BRIEF
Write every line below out again exactly, images omitted.

BEGIN MATERIAL SUPPLIED

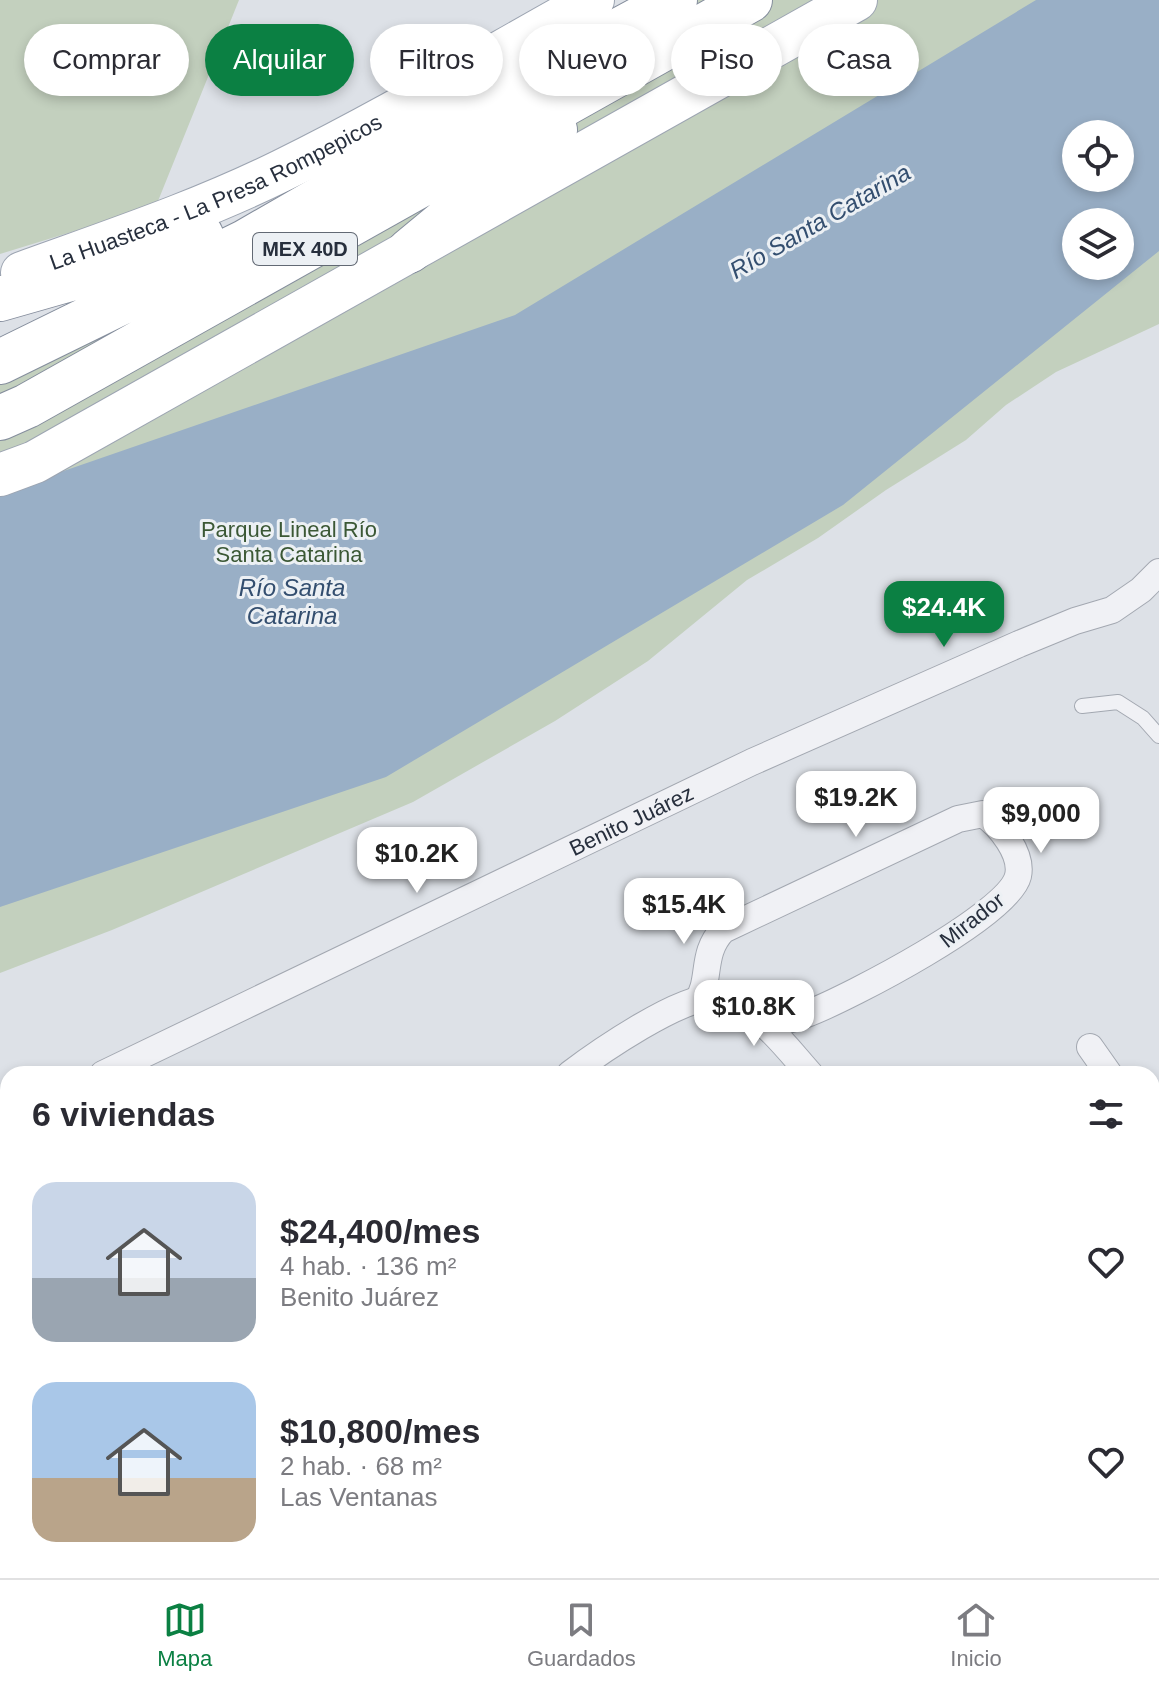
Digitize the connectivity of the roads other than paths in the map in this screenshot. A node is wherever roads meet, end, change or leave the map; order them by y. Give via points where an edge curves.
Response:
1 (593, 0) edge
2 (675, 0) edge
3 (750, 0) edge
4 (856, 0) edge
5 (655, 52) edge
6 (514, 87) junction
7 (576, 96) edge
8 (589, 96) edge
9 (409, 251) junction
10 (0, 281) edge
11 (0, 299) edge
12 (0, 362) edge
13 (0, 418) edge
14 (0, 475) edge
15 (1159, 572) edge
16 (1082, 706) dead end
17 (1159, 736) edge
18 (705, 999) junction
19 (767, 1025) junction
20 (120, 1066) edge
21 (581, 1066) edge
22 (803, 1066) edge

1 - 10 main road, La Huasteca - La Presa Rompepicos via 282,171 131,236
2 - 6 highway, MEX 40D
3 - 5 highway, MEX 40D
4 - 9 main road
6 - 11 highway, MEX 40D via 195,238
6 - 12 highway, MEX 40D via 245,242
7 - 13 highway, MEX 40D
8 - 9 highway via 538,146
9 - 14 main road via 35,462
15 - 20 street, Benito Juárez via 1112,610 1004,650 752,762
16 - 17 lane via 1118,702
18 - 19 street via 732,1004
18 - 19 street, Mirador via 710,947 723,930 958,819 983,814 1001,829 1018,875 1003,898 905,966 809,1014
18 - 21 street via 613,1043
19 - 22 street

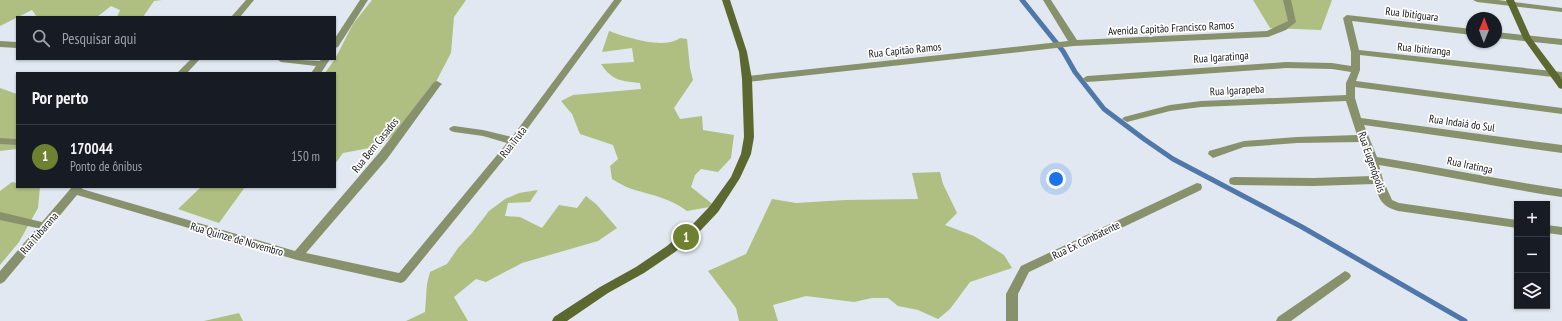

END MATERIAL SUPPLIED

ANSWER AREA
Digitize the connectivity of the roads other than paths in the map in this screenshot. A node is wherever roads meet, end, change or leave the map; order them by y. Give via points where an edge curves.
Response:
1 (593, 0) edge
2 (675, 0) edge
3 (750, 0) edge
4 (856, 0) edge
5 (655, 52) edge
6 (514, 87) junction
7 (576, 96) edge
8 (589, 96) edge
9 (409, 251) junction
10 (0, 281) edge
11 (0, 299) edge
12 (0, 362) edge
13 (0, 418) edge
14 (0, 475) edge
15 (1159, 572) edge
16 (1082, 706) dead end
17 (1159, 736) edge
18 (705, 999) junction
19 (767, 1025) junction
20 (120, 1066) edge
21 (581, 1066) edge
22 (803, 1066) edge

1 - 10 main road, La Huasteca - La Presa Rompepicos via 282,171 131,236
2 - 6 highway, MEX 40D
3 - 5 highway, MEX 40D
4 - 9 main road
6 - 11 highway, MEX 40D via 195,238
6 - 12 highway, MEX 40D via 245,242
7 - 13 highway, MEX 40D
8 - 9 highway via 538,146
9 - 14 main road via 35,462
15 - 20 street, Benito Juárez via 1112,610 1004,650 752,762
16 - 17 lane via 1118,702
18 - 19 street via 732,1004
18 - 19 street, Mirador via 710,947 723,930 958,819 983,814 1001,829 1018,875 1003,898 905,966 809,1014
18 - 21 street via 613,1043
19 - 22 street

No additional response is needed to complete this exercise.